Notice how the critical value that we use for deciding whether to reject (or fail to reject) \(H_0\) divides the alternative model into two sections. Remember, we don’t know if \(H_A\) is true or not. Our experiments are based on \(H_0\) and we’re trying to decide whether to reject it or not, so the critical value doesn’t change when we introduce the alternative model. So what do these two areas in the alternative model represent?

Well, if the alternative hypothesis is true, we’d only believe it after rejecting \(H_0\), so we’d need to measure a difference in CTR that is greater than the critical value. That’s the purple shaded area, so we’d only have about a 25% probability of detecting an effect. This is a measure of the statistical power of our experiment. It is the probability of rejecting \(H_0\), given that \(H_A\) is true. In our experiment, we don’t know if \(H_A\) is true but if it is, we have a 25% chance of detecting an effect size of \(\frac{1}{2}\%\).

If our measurement is less than the critical value, we’d commit a type II error. That’s the orange shaded area, so we’d have a 75% probability of a false negative. This measurement is called “beta” \((\beta)\).

\(\alpha\) is the probability of committing a type I error when \(H_0\) is true.

\(\beta\) is the probability of committing a type II error when \(H_A\) is true.

power is the probability of detecting an effect when \(H_A\) is true.

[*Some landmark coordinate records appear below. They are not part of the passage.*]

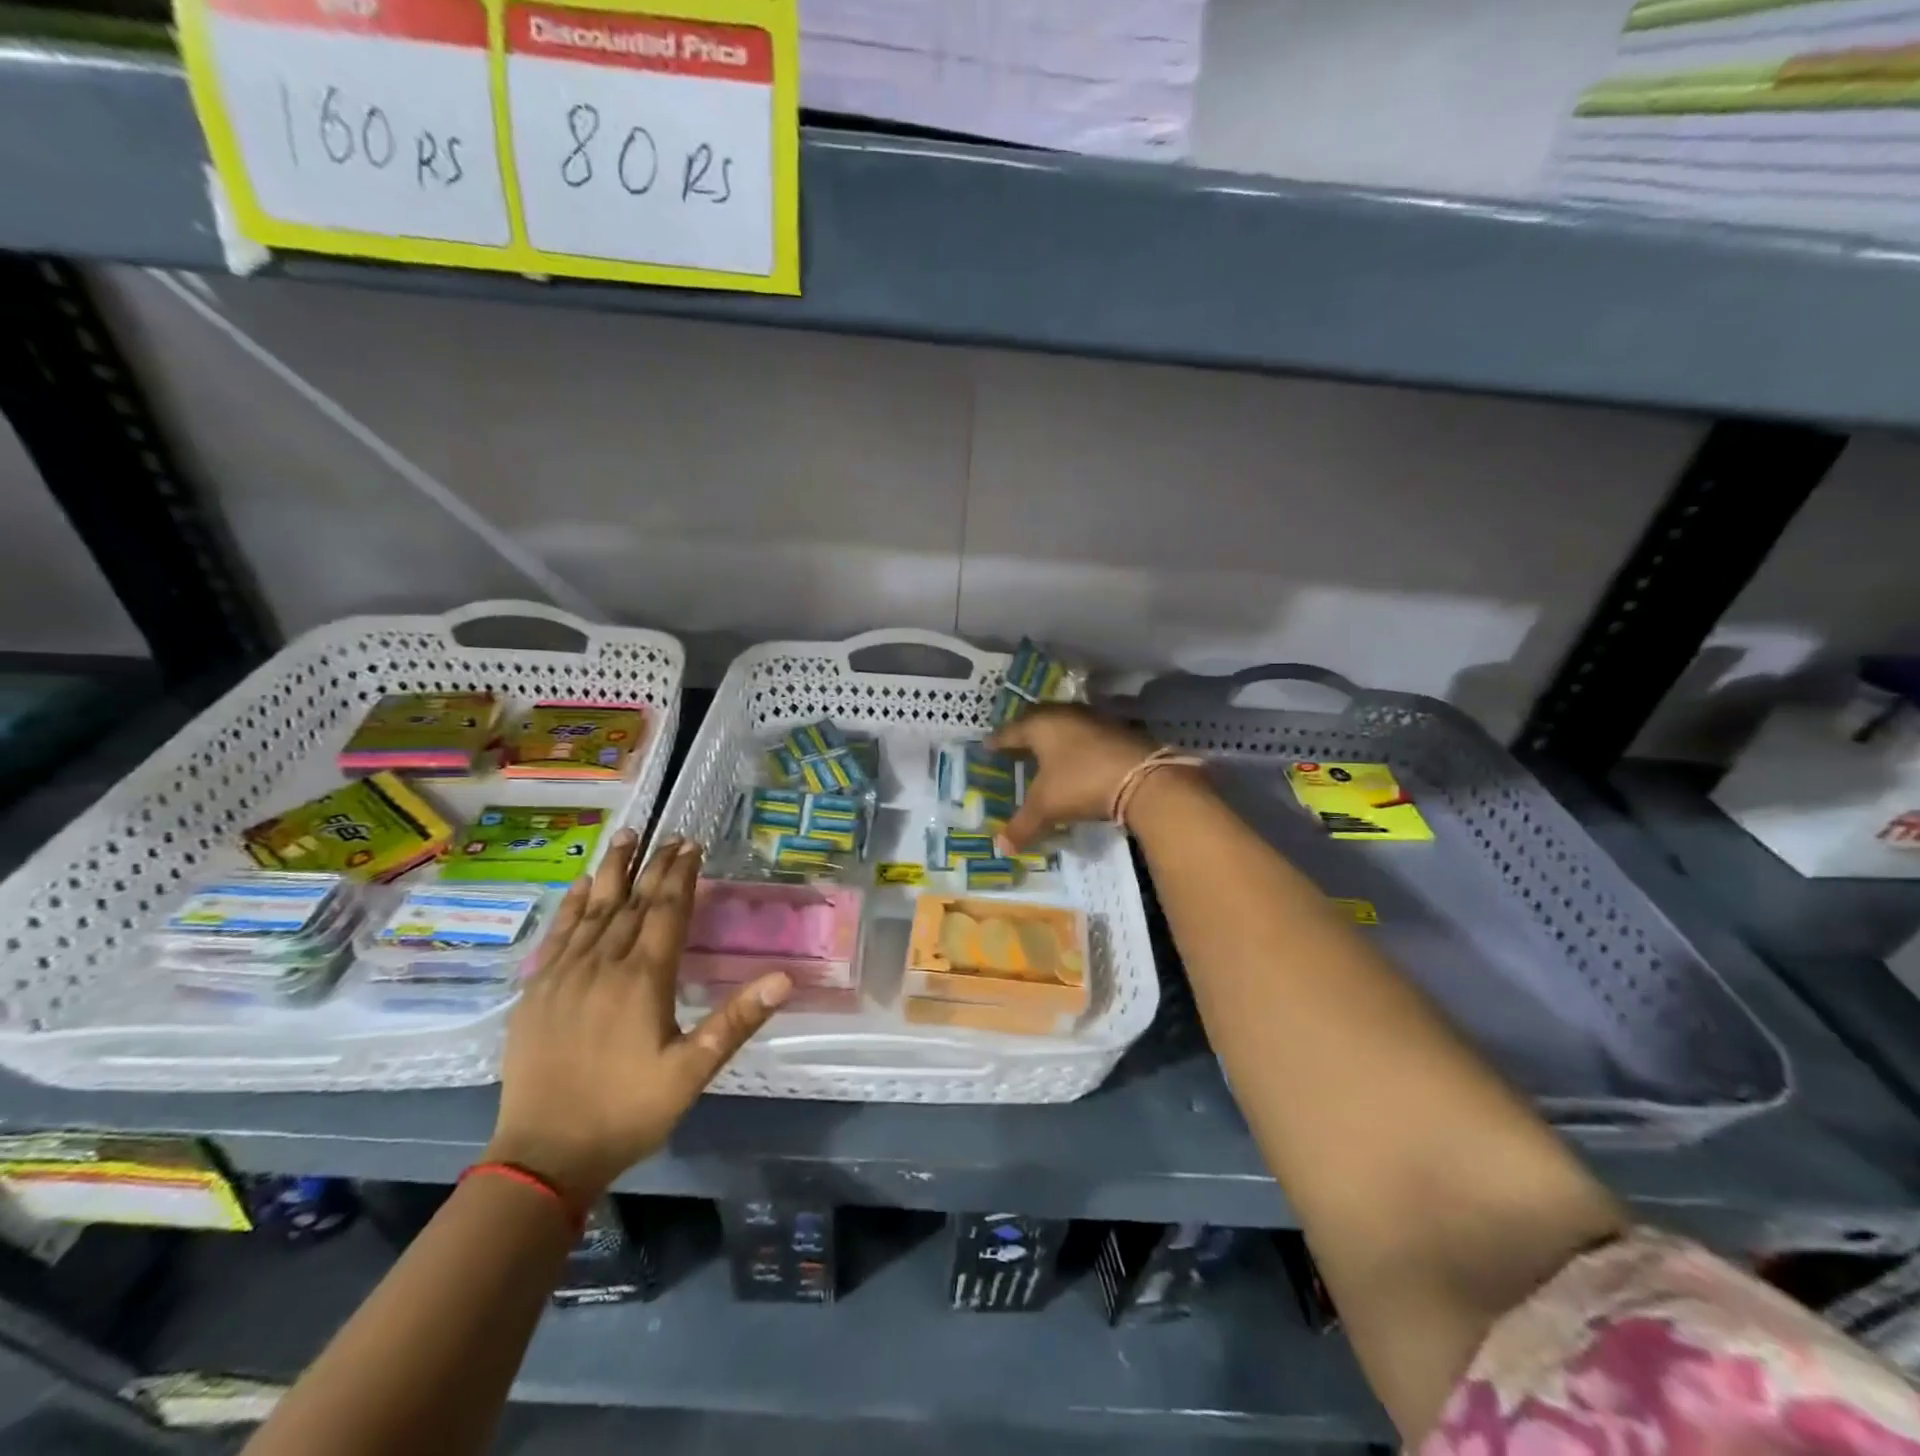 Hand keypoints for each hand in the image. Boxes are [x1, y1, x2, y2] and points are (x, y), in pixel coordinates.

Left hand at [486, 831, 789, 1202]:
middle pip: (633, 902)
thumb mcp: (692, 1072)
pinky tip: (583, 887)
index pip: (667, 912)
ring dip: (614, 870)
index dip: (681, 876)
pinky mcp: (537, 992)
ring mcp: (564, 976)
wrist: (544, 1157)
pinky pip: (558, 935)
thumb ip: (736, 1020)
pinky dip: (573, 905)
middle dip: (654, 865)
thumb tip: (784, 978)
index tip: (692, 845)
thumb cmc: (627, 1112)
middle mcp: (602, 965)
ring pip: (593, 909)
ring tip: (627, 837)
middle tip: (670, 836)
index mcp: (643, 979)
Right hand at [987, 705, 1159, 849]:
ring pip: (1066, 724)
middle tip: (1016, 744)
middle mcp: (1065, 714)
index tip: (988, 746)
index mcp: (1041, 725)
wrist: (1144, 778)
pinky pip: (1088, 733)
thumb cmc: (1082, 784)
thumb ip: (1022, 825)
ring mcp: (1095, 719)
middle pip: (1039, 719)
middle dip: (1026, 732)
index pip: (1011, 731)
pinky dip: (1079, 744)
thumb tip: (1001, 847)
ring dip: (1055, 736)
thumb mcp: (1047, 806)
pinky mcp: (1119, 729)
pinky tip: (1079, 758)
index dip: (999, 741)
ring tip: (1047, 751) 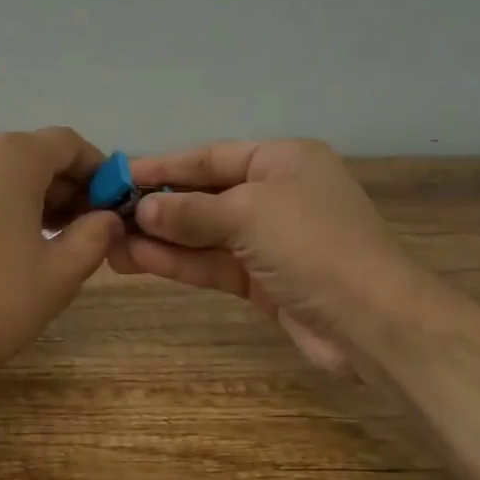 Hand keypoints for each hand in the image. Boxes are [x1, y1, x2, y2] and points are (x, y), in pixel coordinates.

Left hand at [0, 128, 123, 395]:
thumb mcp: (59, 275)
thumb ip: (94, 236)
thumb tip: (106, 217)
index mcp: (10, 157)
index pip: (67, 144)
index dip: (94, 172)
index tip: (105, 206)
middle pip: (24, 155)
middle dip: (55, 186)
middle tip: (72, 230)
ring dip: (15, 197)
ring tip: (26, 244)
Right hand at [109, 139, 411, 376]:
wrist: (371, 322)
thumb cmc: (313, 246)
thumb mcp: (248, 214)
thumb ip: (190, 211)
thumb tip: (142, 210)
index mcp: (283, 161)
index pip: (211, 157)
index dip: (164, 166)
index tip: (120, 175)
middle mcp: (276, 194)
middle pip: (205, 195)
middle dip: (159, 207)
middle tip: (108, 215)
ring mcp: (270, 240)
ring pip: (204, 234)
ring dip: (161, 239)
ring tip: (112, 245)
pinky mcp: (264, 280)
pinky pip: (213, 263)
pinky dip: (180, 262)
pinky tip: (140, 260) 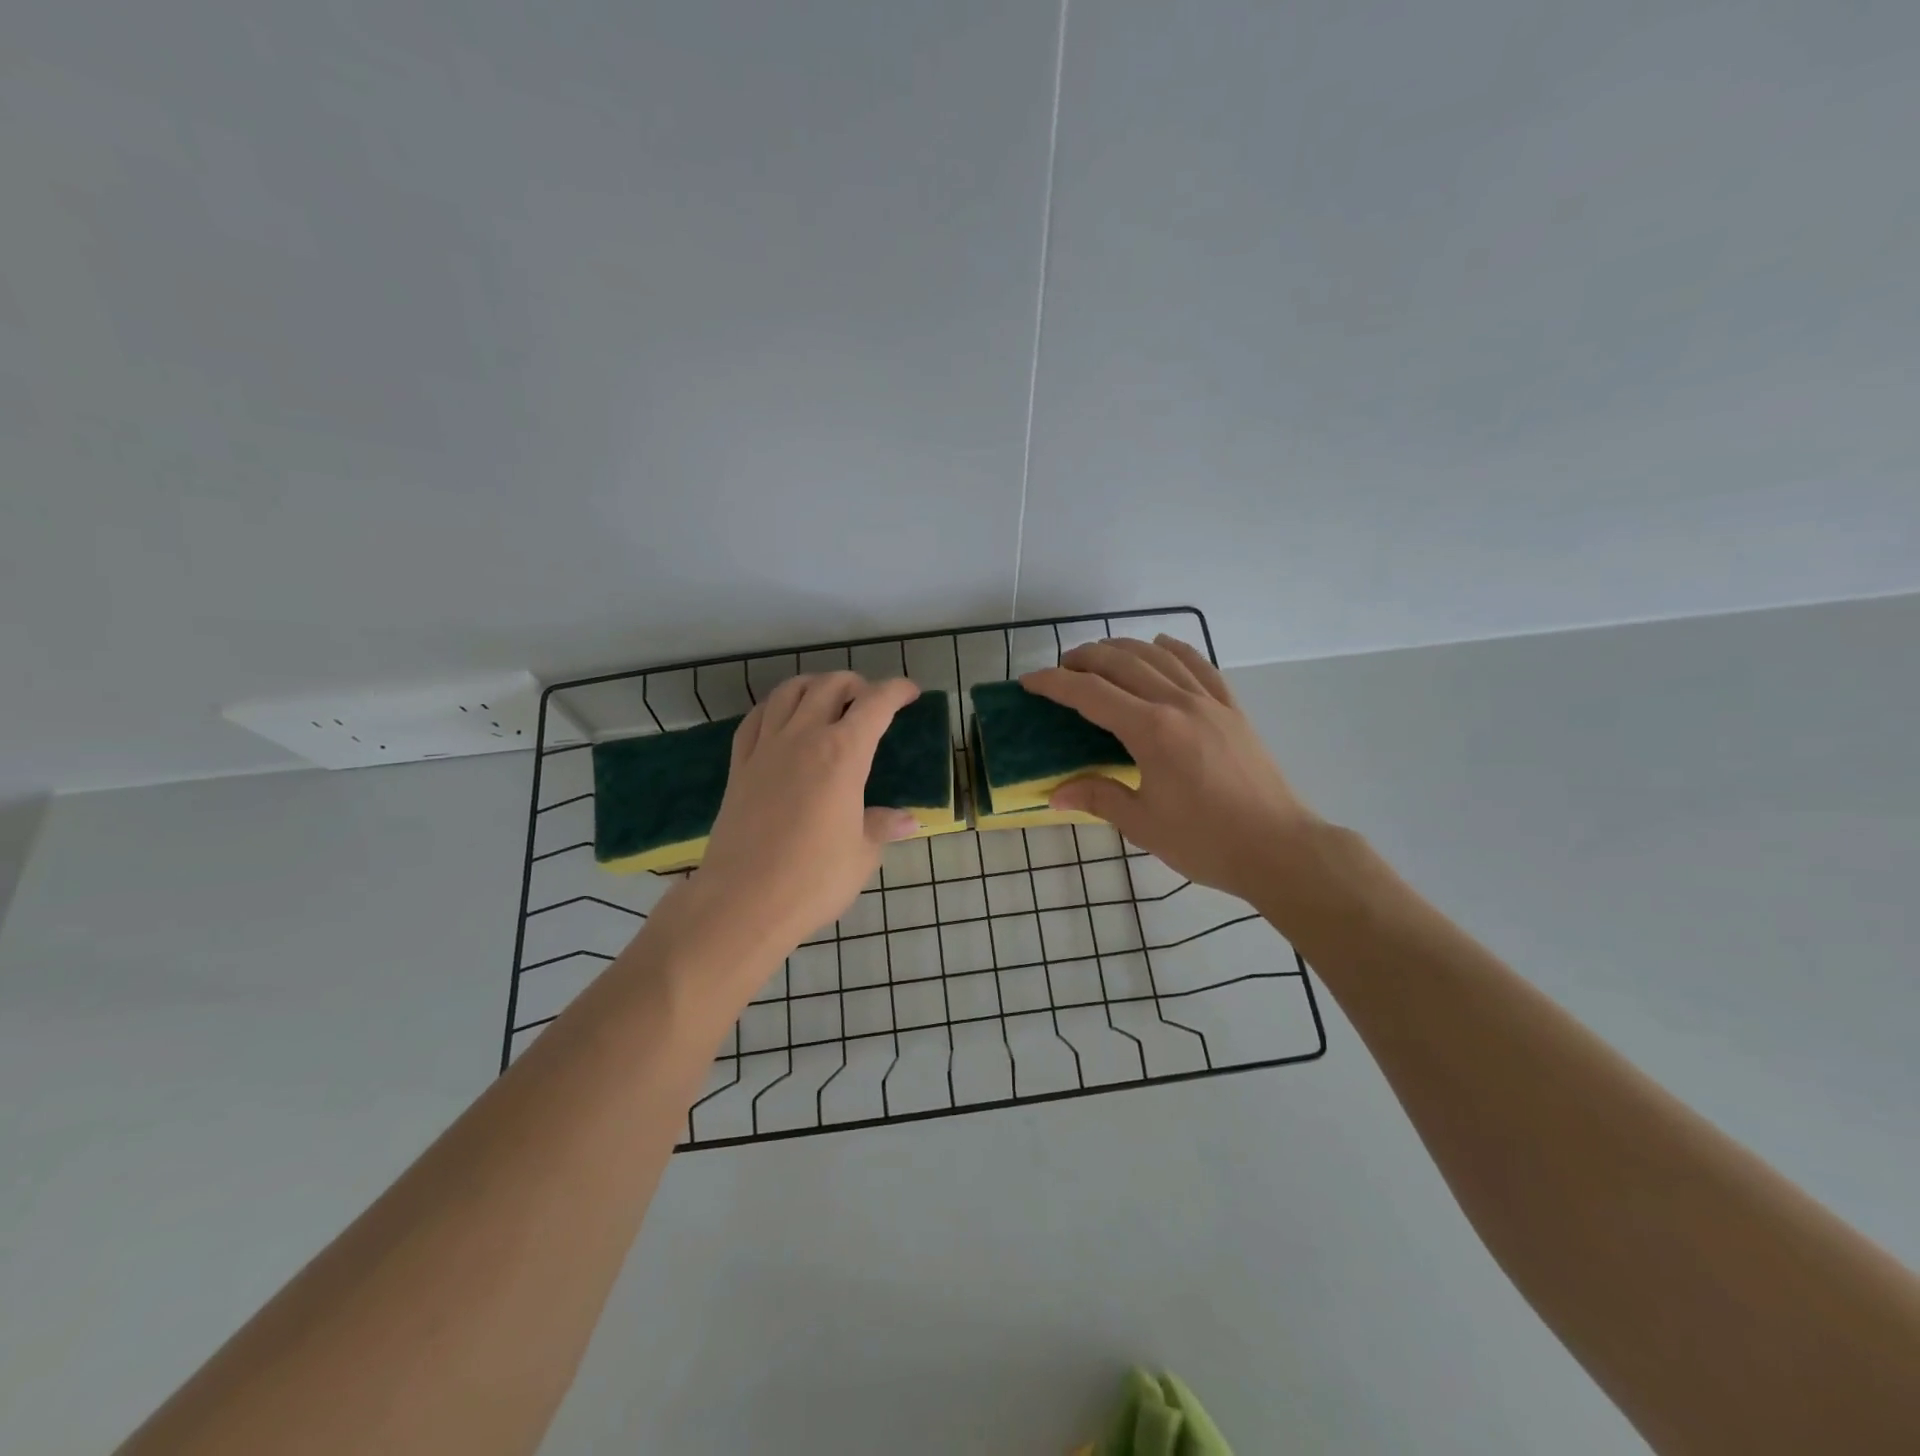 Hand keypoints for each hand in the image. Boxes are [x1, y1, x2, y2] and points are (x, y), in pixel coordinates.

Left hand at [691, 672, 922, 955]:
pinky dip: (774, 707)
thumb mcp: (862, 854)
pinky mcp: (739, 766)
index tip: (910, 692)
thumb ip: (882, 827)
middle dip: (856, 683)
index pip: (875, 704)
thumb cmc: (814, 879)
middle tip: (871, 698)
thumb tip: (908, 820)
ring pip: (788, 692)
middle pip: (830, 686)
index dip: (897, 691)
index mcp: (843, 754)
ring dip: (814, 685)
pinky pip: (755, 719)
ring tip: (827, 697)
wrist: (743, 901)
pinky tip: (781, 718)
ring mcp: (766, 749)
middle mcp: (804, 737)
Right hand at [1021, 636, 1322, 908]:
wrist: (1279, 848)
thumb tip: (1055, 793)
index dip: (1055, 684)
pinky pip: (1201, 666)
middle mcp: (1179, 704)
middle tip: (1061, 668)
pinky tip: (1162, 645)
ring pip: (1160, 657)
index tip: (1029, 681)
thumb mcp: (1143, 824)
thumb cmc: (1206, 842)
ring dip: (1125, 647)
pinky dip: (1176, 649)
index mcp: (1152, 731)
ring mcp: (1210, 703)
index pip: (1091, 694)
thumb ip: (1098, 797)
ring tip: (1100, 653)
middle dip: (1085, 658)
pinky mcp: (1232, 710)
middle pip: (1124, 663)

It’s easy to calculate the power. Previously, we calculated the critical value based on the null model and \(\alpha\). Now, we use that critical value with the alternative model to calculate power. Note that this time, we’ll use the non-pooled standard error for the difference between proportions since we’re considering the alternative model.

# Previously, we calculated critical value based on null model
> critical_value <- qnorm(alpha / 2, sd = SE_pooled, lower.tail = FALSE)

# Calculate SE for difference between proportions based on alternative model
> SE <- sqrt((p_a * q_a / n) + (p_b * q_b / n))

# Now use critical value and SE to calculate power based on alternative model
> delta_CTR <- 0.005 # the size of the effect we want to detect
> power <- pnorm(critical_value,
+                mean = delta_CTR,
+                sd = SE,
+                lower.tail = FALSE)
>
> c(SE, power)
[1] 0.003856812 0.253223604

Sample Size and Increasing Power

It’s easy to see that the more you shift the alternative model to the right (see Figure 2), the larger the purple shaded area, and therefore the higher the probability of rejecting \(H_0\). What this tells us is that it’s easier to detect larger effect sizes. So by simply increasing the effect size, we can increase the power. However, this is not always a practical solution. In our case, we’re interested in detecting a specific increase in CTR so detecting a larger increase is not very helpful.

Another way to increase power, that may not be as obvious, is to alter the distributions so that they aren’t as wide. This results in a lower critical value, so we’re moving the dividing line to the left (instead of shifting the alternative model to the right), resulting in lower \(\beta\) and larger power. To narrow the distribution, we need a smaller standard error. We can decrease the standard error by increasing our sample size. Let’s double the sample size and redo all our calculations.

> n <- 2000
>
> SE_pooled <- sqrt(1/n) * sqrt((p_a + p_b) * (1 - (p_a + p_b) / 2))
> critical_value <- qnorm(alpha / 2, sd = SE_pooled, lower.tail = FALSE)
>
> SE <- sqrt((p_a * q_a / n) + (p_b * q_b / n))
> power <- pnorm(critical_value,
+                mean = delta_CTR,
+                sd = SE,
+                lower.tail = FALSE)
>
> c(SE_pooled, SE, critical_value, power)
[1] 0.002728324 0.002727178 0.005347416 0.449315734

Let’s compare the values before and after.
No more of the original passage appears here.